Esports tournament series

The GeoGuessr World Championship is the top level of professional GeoGuessr competition worldwide. The single-player in-person esports event is organized by GeoGuessr. The first two editions, held in Stockholm in 2023 and 2024, were branded as the GeoGuessr World Cup. In 2025, GeoGuessr AB restructured the competitive ecosystem and officially rebranded the event as the GeoGuessr World Championship, reflecting the introduction of a broader seasonal format and professional circuit.

== History ==
After co-sponsoring the GeoGuessr Team World Cup in October 2022 to great success, the company launched their own official edition of the event for individual competitors.
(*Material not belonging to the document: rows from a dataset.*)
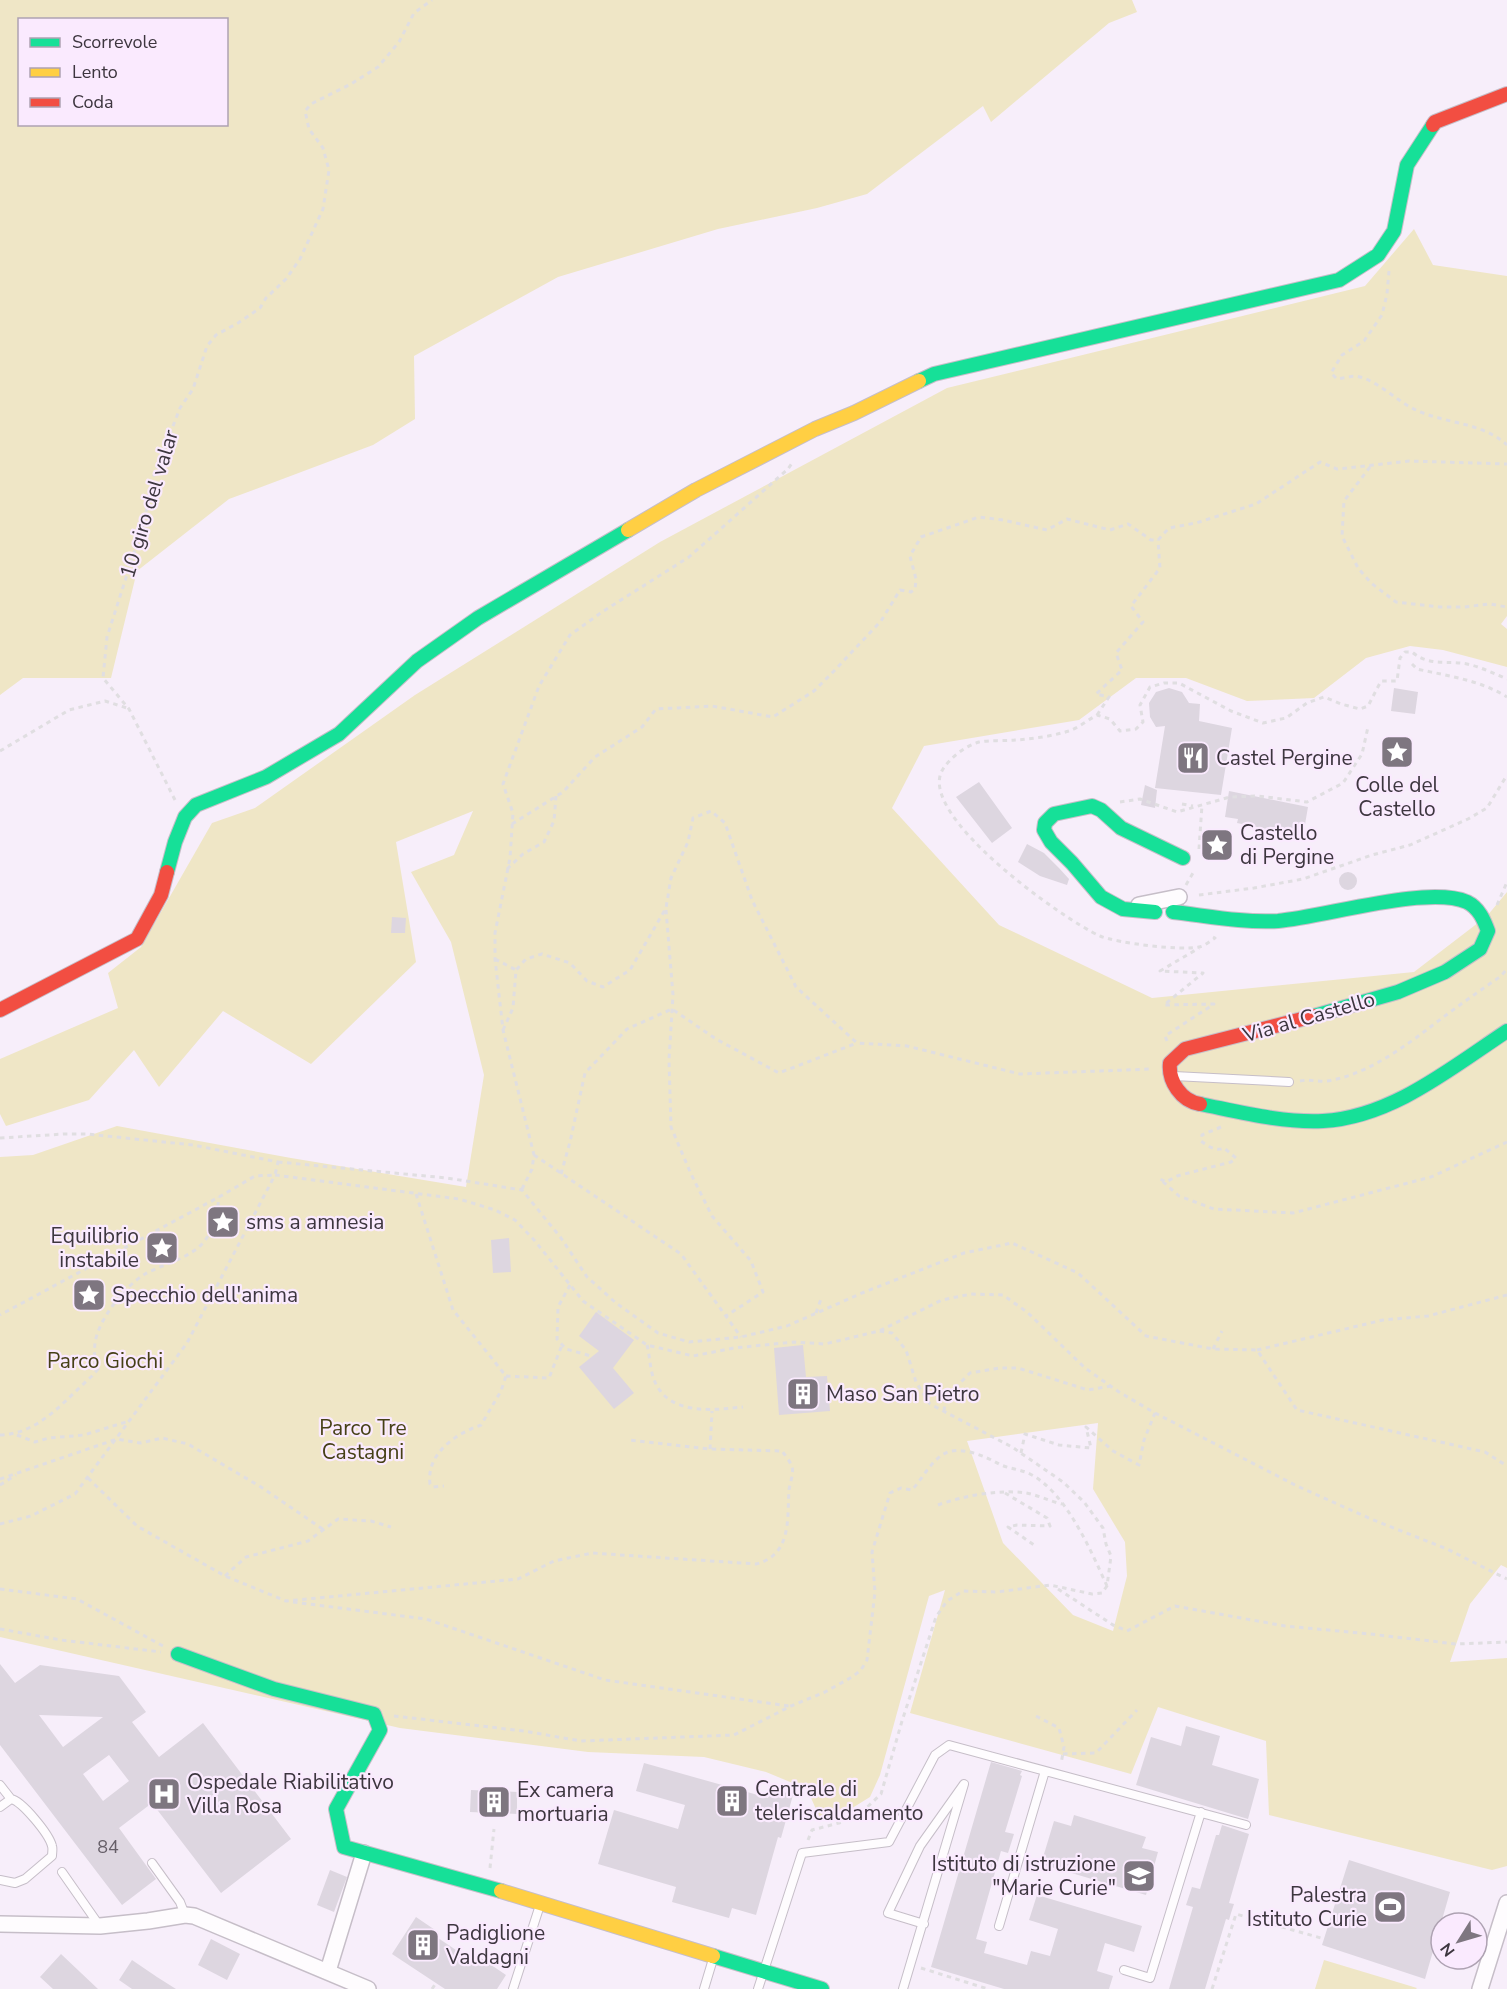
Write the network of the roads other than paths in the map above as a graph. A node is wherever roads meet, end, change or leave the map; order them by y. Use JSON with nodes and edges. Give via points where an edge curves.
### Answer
{"nodes":[{"id":1,"x":1507,"y":94,"type":"edge"},
{"id":2,"x":1183,"y":858,"type":"dead end"},
{"id":3,"x":1179,"y":897,"type":"road end"},
{"id":4,"x":1124,"y":908,"type":"junction"},
{"id":5,"x":1155,"y":912,"type":"dead end"},
{"id":6,"x":1173,"y":912,"type":"dead end"},
{"id":7,"x":0,"y":1010,"type":"edge"},
{"id":8,"x":1507,"y":1031,"type":"edge"},
{"id":9,"x":1171,"y":1067,"type":"junction"},
{"id":10,"x":1289,"y":1082,"type":"road end"},
{"id":11,"x":178,"y":1654,"type":"road end"},
{"id":12,"x":1045,"y":1771,"type":"junction"},
{"id":13,"x":0,"y":1785,"type":"edge"},
{"id":14,"x":11,"y":1798,"type":"junction"},
{"id":15,"x":0,"y":1807,"type":"edge"},
{"id":16,"x":1201,"y":1812,"type":"junction"},
{"id":17,"x":1246,"y":1825,"type":"dead end"},
{"id":18,"x":364,"y":1853,"type":"junction"},
{"id":19,"x":152,"y":1863,"type":"dead end"},
{"id":20,"x":62,"y":1872,"type":"dead end"},
{"id":21,"x":0,"y":1880,"type":"edge"},
{"id":22,"x":541,"y":1903,"type":"junction"},
{"id":23,"x":1507,"y":1903,"type":"edge"},
{"id":24,"x":185,"y":1915,"type":"junction"},
{"id":25,"x":0,"y":1924,"type":"edge"},
{"id":26,"x":924,"y":1924,"type":"junction"},
{"id":27,"x":100,"y":1926,"type":"junction"},
{"id":28,"x":999,"y":1926,"type":"dead end"},
{"id":29,"x":713,"y":1956,"type":"junction"},
{"id":30,"x":1124,"y":1970,"type":"dead end"},
{"id":31,"x":328,"y":1971,"type":"junction"},
{"id":32,"x":763,"y":1971,"type":"junction"},
{"id":33,"x":368,"y":1989,"type":"edge"},
{"id":34,"x":513,"y":1989,"type":"edge"},
{"id":35,"x":704,"y":1989,"type":"edge"},
{"id":36,"x":758,"y":1989,"type":"edge"},
{"id":37,"x":822,"y":1989,"type":"edge"},
{"id":38,"x":903,"y":1989,"type":"edge"},
{"id":39,"x":1480,"y":1989,"type":"edge"}],
"edges":[{"from":1,"to":7,"type":"street","via":[[1435,122],[1407,165],[1394,231],[1378,255],[1339,280],[934,374],[696,490],[478,618],[417,661],[339,734],[266,777],[196,805],[185,817],[161,895],[137,939]]},
{"from":2,"to":4,"type":"street","via":[[1121,828],[1092,806],[1050,816],[1044,823],[1045,832],[1085,882],[1104,900]]},
{"from":3,"to":4,"type":"street"},
{"from":4,"to":5,"type":"street"},
{"from":6,"to":9,"type":"street","name":"Via al Castello","via":[[1270,921],[1442,897],[1466,902],[1478,910],[1488,931],[1480,949],[1445,972],[1398,992],[1185,1049]]},
{"from":8,"to":9,"type":"street","via":[[1415,1091],[1371,1112],[1323,1121],[1274,1118],[1194,1103],[1179,1091]]},
{"from":9,"to":10,"type":"lane"},
{"from":11,"to":18,"type":"street","via":[[274,1689],[374,1714],[380,1730],[336,1809],[344,1847]]},
{"from":12,"to":16,"type":"lane"},
{"from":12,"to":28,"type":"lane"},
{"from":12,"to":32,"type":"lane","via":[[949,1745],[935,1755],[889,1842],[802,1852]]},
{"from":13,"to":14,"type":"lane"},
{"from":14,"to":15,"type":"lane"},
{"from":14,"to":21,"type":"lane","via":[[36,1821],[52,1845],[52,1856],[15,1884]]},
{"from":16,"to":17,"type":"lane"},
{"from":16,"to":30,"type":"lane","via":[[1150,1977]]},
{"from":18,"to":22,"type":"street"},
{"from":18,"to":31,"type":"street"},
{"from":19,"to":24,"type":"lane"},
{"from":20,"to":27,"type":"lane"},
{"from":22,"to":29,"type":"street"},
{"from":22,"to":34,"type":"lane"},
{"from":23,"to":39,"type":"street"},
{"from":24,"to":27,"type":"street"},
{"from":24,"to":31,"type":"street"},
{"from":25,"to":27,"type":"street"},
{"from":26,"to":26,"type":"lane","via":[[888,1913],[920,1846],[964,1784]]},
{"from":26,"to":38,"type":"lane"},
{"from":29,"to":32,"type":"street"},
{"from":29,"to":35,"type":"lane"},
{"from":31,"to":33,"type":"street"},
{"from":32,"to":36,"type":"lane"},
{"from":32,"to":37,"type":"street"}]}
World Championships and other official events, such as regional qualifiers and finals, have been hosted annually since 2023 and broadcast to sites like Twitch.

== Format ==
The format of the World Cup (2023, 2024) was divided into several stages. All participants took part in the group phase. The best player from each group advanced directly to the quarter-finals, while the second and third-placed players competed in an intermediate stage for a chance to qualify as well. The tournament continued with the semi-finals and the final, which determined the overall winner. All matches were duels played over 10 rounds of 60 seconds each.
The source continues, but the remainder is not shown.